As staff at Blue Ridge, we work with our team to lead student groups in a nomadic wilderness setting while facilitating therapeutic initiatives, and maintaining overall safety and wellbeing of students and each other.
There are days where we rise from the forest floor, warrior-like and coated in bug spray, determined to connect, drink 4 liters of water and hike the group over a mountain before the sun goes down.
There are also days where exposing our vulnerable selves from the confines of our sleeping bags feels like a wicked joke. Days when all of the wood is soaking wet, and it takes 2 hours to get the fire started. Days when we don't feel respected or heard, and all we can think about is coffee.

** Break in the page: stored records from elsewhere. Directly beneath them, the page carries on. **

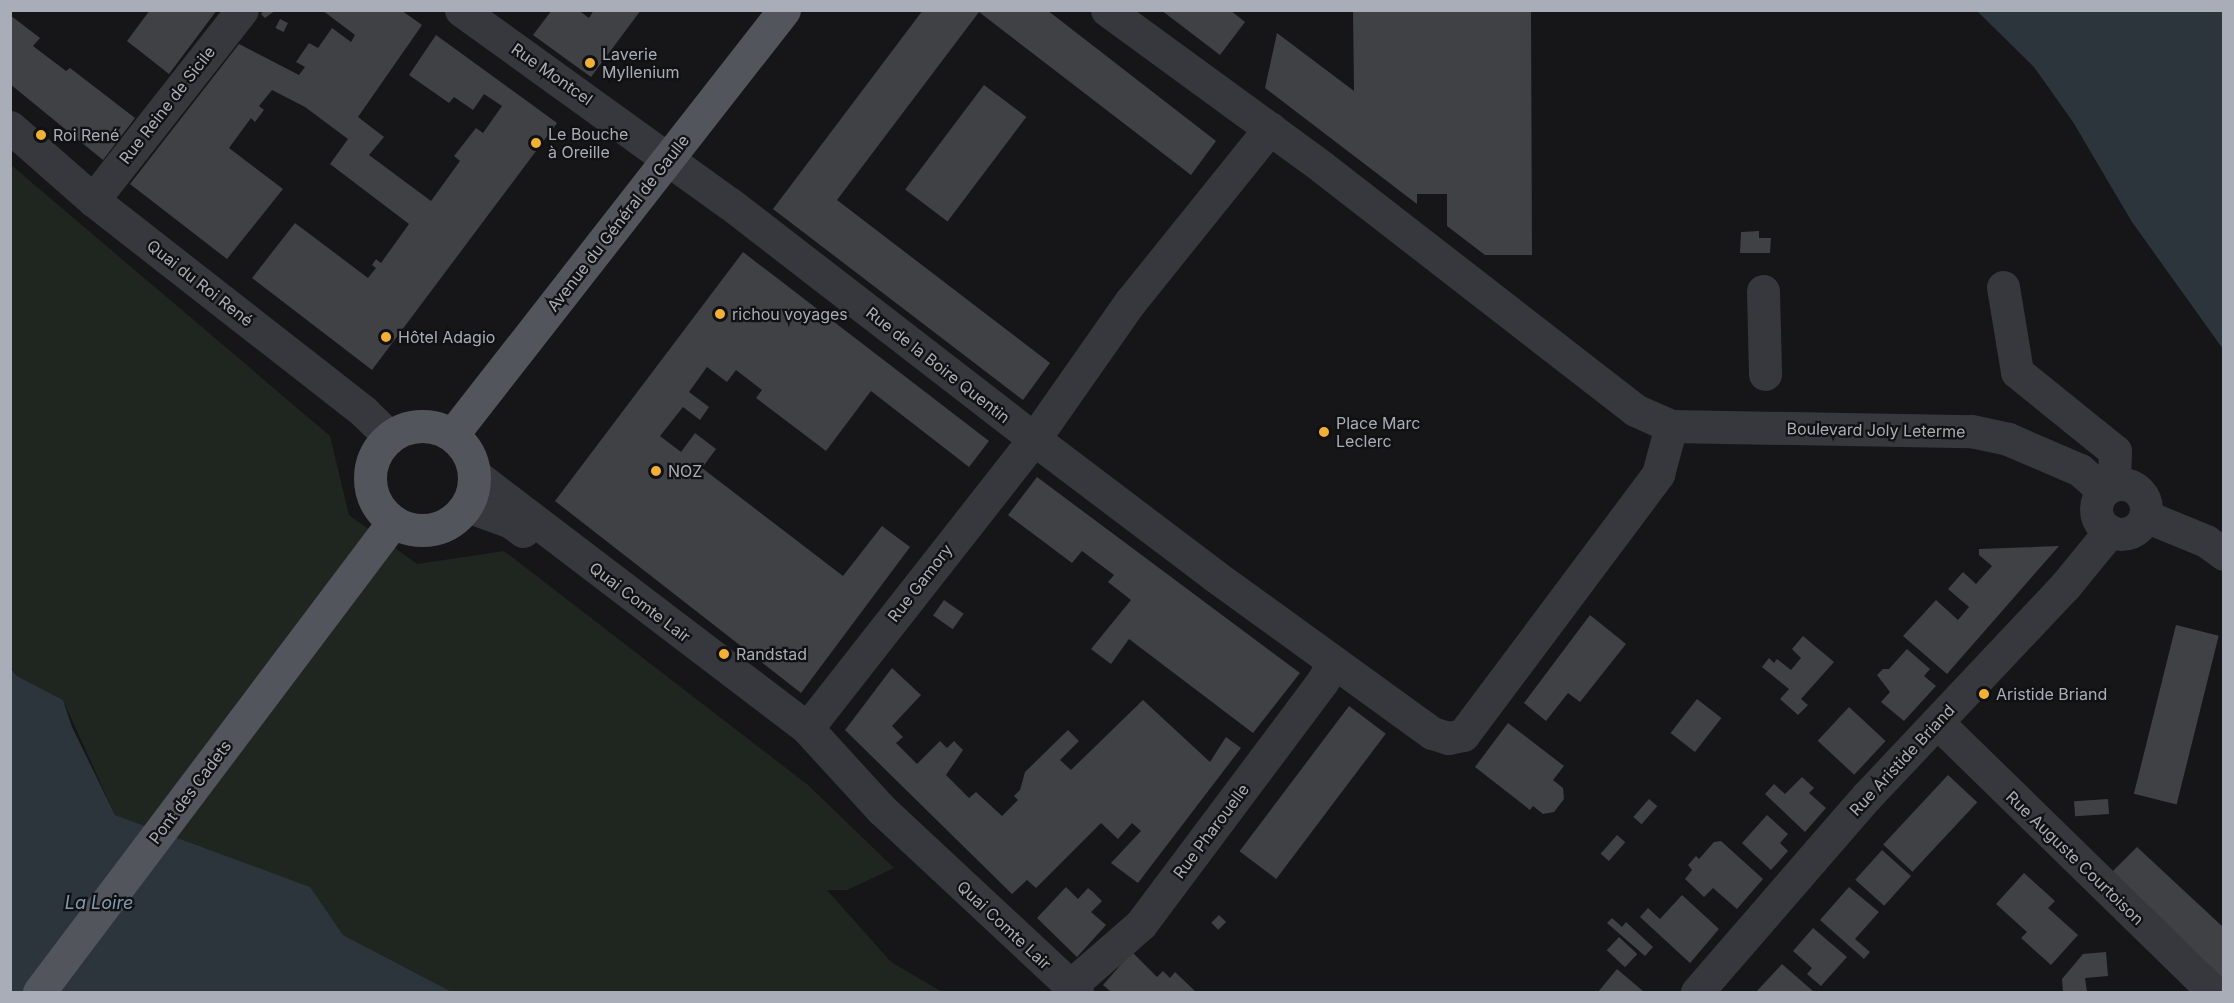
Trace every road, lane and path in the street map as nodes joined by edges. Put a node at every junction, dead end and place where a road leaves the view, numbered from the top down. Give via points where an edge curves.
1 (242, 10) edge
2 (461, 10) edge
3 (784, 10) edge
4 (1107, 10) edge
5 (10, 127) edge
6 (1270, 128) junction
7 (670, 159) junction
8 (93, 200) junction
9 (2003, 287) dead end
10 (1763, 291) dead end
11 (1765, 375) dead end
12 (1671, 426) junction
13 (452, 435) junction
14 (390, 437) junction
15 (1034, 439) junction
16 (475, 475) junction
17 (2108, 487) junction
18 (467, 506) junction
19 (2145, 516) junction
20 (393, 522) junction
21 (2110, 531) junction
22 (2223, 554) edge
23 (1334, 662) junction
24 (1936, 722) junction
25 (807, 728) junction
26 (1074, 989) edge
27 (39, 993) edge
28 (1696, 993) edge
29 (2214, 993) edge

1 - 8 street, Rue Reine de Sicile
2 - 7 street, Rue Montcel
3 - 7 main road, Avenue du Général de Gaulle
4 - 6 street
5 - 8 street, Quai du Roi René
6 - 12 street via 1635,410
6 - 15 street via 1130,302
7 - 13 main road, Avenue du Général de Gaulle
7 - 15 street, Rue de la Boire Quentin
8 - 14 street, Quai du Roi René via 364,412
9 - 17 street via 2017,372 2115,451
10 - 11 street
12 - 17 street, Boulevard Joly Leterme via 1971,430 2008,439 2080,470
12 - 23 street via 1658,474 1463,735 1448,738 1432,733
13 - 14 main road via 421,426
13 - 16 main road via 471,459
14 - 20 main road via 379,449 370,481 373,497
15 - 23 street
15 - 25 street, Rue Gamory
16 - 18 main road
16 - 25 street, Quai Comte Lair
17 - 19 street via 2131,487 2142,497
17 - 21 street via 2097,511
18 - 20 main road via 442,527 409,529
18 - 25 street, Quai Comte Lair via 511,522 770,713
19 - 21 street via 2134,532
19 - 22 street via 2206,541
20 - 27 main road, Pont des Cadets
21 - 24 street, Rue Aristide Briand via 2065,586
23 - 26 street, Rue Pharouelle via 1141,924
24 - 28 street, Rue Aristide Briand
24 - 29 street, Rue Auguste Courtoison
25 - 26 street, Quai Comte Lair via 881,809

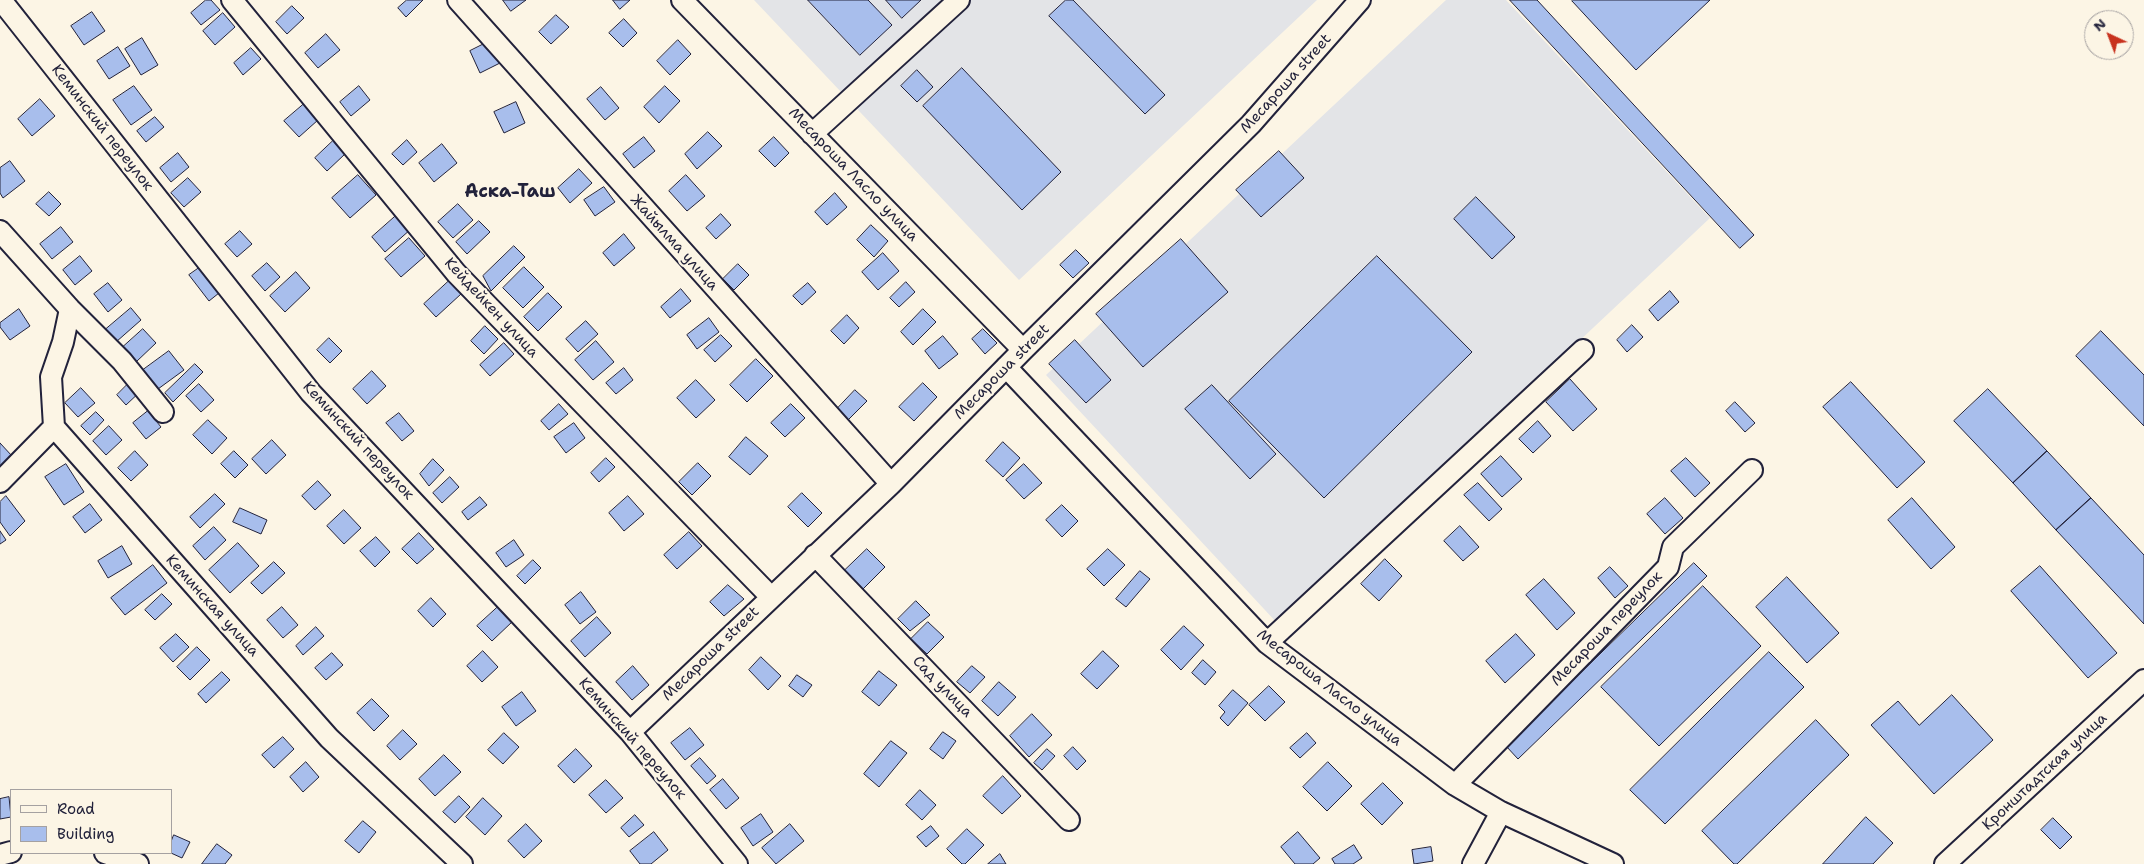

The relenting lesson on a difficult day is that everything is temporary. As field guides, we learn that our reality can shift as quickly as you can say “beef stick”. In the woods, we can doctor our own perspective by addressing our needs. Sometimes we need fun, or sometimes it’s love and belonging. We fill disparate gaps with games, check-ins, nourishment, and gratitude.
When we come to work, we leave our “real life” behind for our “woods life”. Sometimes, this serves as a method of seeking respite from the constant pinging of our devices and daily news. It can also serve as a way to observe and assess our attachments to home. Sometimes, we take what we learn from the woods—self care, communication skills, mindfulness practices— and apply it to our home life, thus creating an existence resplendent with alignment and integrity.
To work as a field guide at Blue Ridge is not to clock in and out each day. As wilderness staff, we commit to showing up consistently for each other for 8 days in a row. It’s not always fun, and it’s definitely not always dry. However, the challenges we experience with the students and the weather are frequently matched with triumphs, whether they be a sunrise hike to the summit of Mount Rabun, or a personal victory of busting our first bow-drill ember.
Whether or not the sun is shining, we perform our job in a microcosm where everybody—students and coworkers—encounters the exact same elements, environment and resources. We trudge through the same rain, we filter the same water, and we hike to the same gorgeous vistas together. Sometimes, we even experience emotional breakthroughs together. We practice resilience, patience and assertiveness. We learn to be group-minded, communal, and flexible.
The courageous collective of field staff at Blue Ridge thrive to support the students and each other while protecting nature with Leave No Trace procedures. We do transformative, life-changing work. Sometimes it’s with our students, and sometimes it’s within ourselves.